Microsoftが提唱している方法とは
「オンラインストレージ上にファイルをアップロードして、その共有リンクをメール等で送信してくださいね。」
実際自分も仕事もプライベートもこれを使ってます。(結構前からですけども)有事の際はどうするの?という疑問にMicrosoftは
「いやいや!メールが流出したらリンク無効にしなさいよ。元ファイルも消してください。大丈夫、我々のセキュリティ強いんで!!」
と公式のブログなどで回答してました。(要約してます)例えばonedriveの場合でしたらアクセスしたユーザーのログが残りますし、知らないユーザー、デバイスからアクセス出来ないように設定もできます。なのでかなり安全に利用が出来ると言えます。
2024年現在の代替案とは
現在多く出回っている代替案は
①オンラインストレージにファイルをアップロード
②共有リンクを作成しメールで送信
やはりMicrosoftが提唱している方法が結構多いです。特にクラウドストレージサービスが充実していますので、踏み台としてはonedrive以外でも選択肢が増えたのはいいことだと思います。ただ、共有ファイルを開く際のパスワードを未だに間髪いれずに同じメールアドレス同士やり取りをしている企業さんは多いですね。
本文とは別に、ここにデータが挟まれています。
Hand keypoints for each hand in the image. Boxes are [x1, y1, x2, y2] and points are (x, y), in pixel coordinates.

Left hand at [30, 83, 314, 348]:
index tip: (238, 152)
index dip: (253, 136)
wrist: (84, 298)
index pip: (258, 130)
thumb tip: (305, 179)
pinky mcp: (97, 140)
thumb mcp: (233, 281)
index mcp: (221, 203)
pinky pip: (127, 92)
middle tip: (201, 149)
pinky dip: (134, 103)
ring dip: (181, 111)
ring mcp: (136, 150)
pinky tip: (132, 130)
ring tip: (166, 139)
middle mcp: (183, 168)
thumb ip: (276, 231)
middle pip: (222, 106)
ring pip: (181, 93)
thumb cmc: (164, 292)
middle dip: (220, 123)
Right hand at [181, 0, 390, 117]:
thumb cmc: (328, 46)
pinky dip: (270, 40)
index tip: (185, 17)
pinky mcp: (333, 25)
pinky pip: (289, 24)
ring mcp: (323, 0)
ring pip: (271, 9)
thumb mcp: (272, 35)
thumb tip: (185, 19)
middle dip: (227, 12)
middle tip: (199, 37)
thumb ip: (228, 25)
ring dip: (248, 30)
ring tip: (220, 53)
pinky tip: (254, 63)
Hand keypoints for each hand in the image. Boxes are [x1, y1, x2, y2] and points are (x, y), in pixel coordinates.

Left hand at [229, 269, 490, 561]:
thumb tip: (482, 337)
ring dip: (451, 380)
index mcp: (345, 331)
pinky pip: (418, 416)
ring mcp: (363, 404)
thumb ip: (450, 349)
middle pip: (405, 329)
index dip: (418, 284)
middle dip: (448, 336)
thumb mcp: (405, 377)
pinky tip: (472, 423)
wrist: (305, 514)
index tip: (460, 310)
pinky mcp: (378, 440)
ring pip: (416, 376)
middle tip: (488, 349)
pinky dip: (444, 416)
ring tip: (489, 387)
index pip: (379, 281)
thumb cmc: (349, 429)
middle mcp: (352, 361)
アクセス条件をしっかり指定してあればこの方法でも特に問題はないと思います(それだったらパスワード自体もいらないのでは?と混乱してしまいますが)onedriveを利用しているユーザーの場合は下記の設定方法をおすすめします
+おすすめのonedrive設定は
③共有方法:特定のユーザー指定
④パスワード:ワンタイムパスコード
onedrive(business)では共有相手の指定が出来ます。ここで開封できるユーザー(特定のユーザー)を予め設定すると、Microsoft側からワンタイムパスワードが発行され、相手側に自動で送ってくれます。確か15分くらい有効なランダムなコードになります。
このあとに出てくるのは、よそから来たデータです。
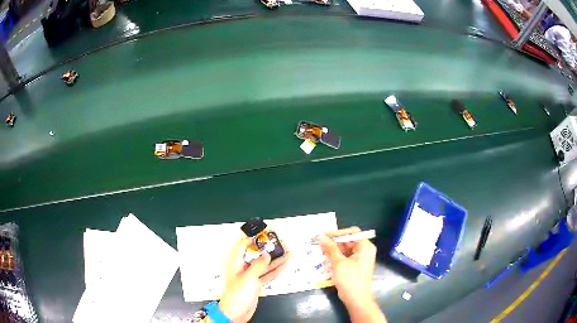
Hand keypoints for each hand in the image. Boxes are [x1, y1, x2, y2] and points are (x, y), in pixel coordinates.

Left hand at [218, 237, 290, 322]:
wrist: (236, 312)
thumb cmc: (237, 294)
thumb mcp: (248, 278)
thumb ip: (258, 265)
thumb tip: (266, 255)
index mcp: (236, 263)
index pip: (243, 246)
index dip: (253, 239)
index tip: (265, 235)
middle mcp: (243, 268)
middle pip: (257, 255)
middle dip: (269, 249)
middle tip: (281, 243)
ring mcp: (251, 276)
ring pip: (265, 265)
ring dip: (276, 259)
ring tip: (288, 252)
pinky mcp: (257, 284)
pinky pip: (268, 274)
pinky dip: (276, 270)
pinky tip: (285, 265)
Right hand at [317, 227, 385, 322]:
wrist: (356, 299)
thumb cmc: (350, 279)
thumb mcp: (338, 262)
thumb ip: (330, 248)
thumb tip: (320, 236)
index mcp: (365, 246)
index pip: (352, 232)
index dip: (338, 232)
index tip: (324, 235)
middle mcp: (365, 250)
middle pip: (349, 240)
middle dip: (334, 241)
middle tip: (319, 242)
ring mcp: (360, 259)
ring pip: (346, 249)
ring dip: (334, 249)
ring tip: (320, 250)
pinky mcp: (355, 266)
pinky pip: (346, 256)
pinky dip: (337, 256)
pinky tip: (326, 258)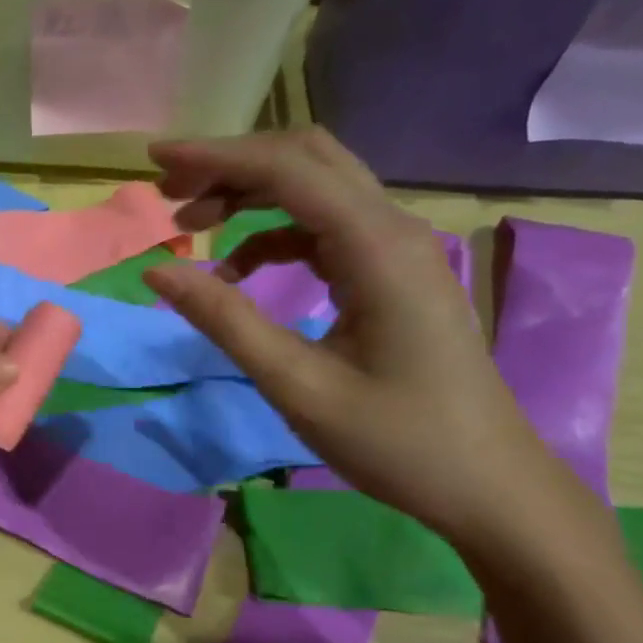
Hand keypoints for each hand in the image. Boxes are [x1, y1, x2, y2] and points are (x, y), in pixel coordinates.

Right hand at [142, 129, 582, 552]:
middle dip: (232, 165)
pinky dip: (273, 233)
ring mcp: (397, 249)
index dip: (217, 156)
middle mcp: (393, 230)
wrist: (487, 486)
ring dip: (251, 195)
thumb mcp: (296, 385)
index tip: (155, 158)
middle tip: (169, 190)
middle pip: (307, 160)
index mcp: (377, 249)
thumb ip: (225, 319)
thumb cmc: (395, 442)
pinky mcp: (392, 272)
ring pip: (316, 188)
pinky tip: (239, 269)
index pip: (289, 171)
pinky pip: (325, 227)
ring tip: (191, 225)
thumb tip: (156, 270)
これだといちいち違う経路からパスワードを送り付ける必要もないし、再発行もMicrosoft側でやってくれますので、非常に便利です。現在Outlook等でファイルをドラッグ&ドロップした場合は、onedrive経由か、添付か自由に選ぶことも出来ます。その際に相手先の権限設定も選択できるので、非常に便利です。
onedriveの取り扱いで重要なこと
1.必ず共有期間を設定する
2.期間を過ぎたら対象ファイルを移動、もしくは削除する
3.誤送信には最新の注意を払う
概ね5営業日を最長にしてます。重要なファイル場合は1日に設定した上で、先方のアクセスが確認出来たらすぐにファイル自体をローカルに移動させます。仮にリンクが突破されたとしても大元のファイルがなければ安全です。
結構多いのは誤送信してしまうケースです。誤送信だけならいいんですが、共有設定の段階で間違ったアドレスを入れてしまっているケースが稀にあります。その場合は気づいた段階でファイルを移動、削除するしかありません
こればっかりは取り返しが付きづらい問題になります。誤送信先への根回しや、本人確認をするしか漏洩防止が出来ない状況になりますので、誤送信、誤設定には最新の注意を払ってください。
まとめ
PPAP問題が世に現れてから、今まで推奨されていた方法が覆されたわけですが…これは仕方がないことだと思います。まだまだ文化レベルだと歴史が浅いものですので…どちらかというとIT業界自体、まだまだ黎明期なのかなと個人的には感じています。ITの様々な定義については「柔軟に臨機応変に理解対応する力」が重要なんだなあと日々思うのです。
以上、PPAP問題の恐ろしさと対策についてでした。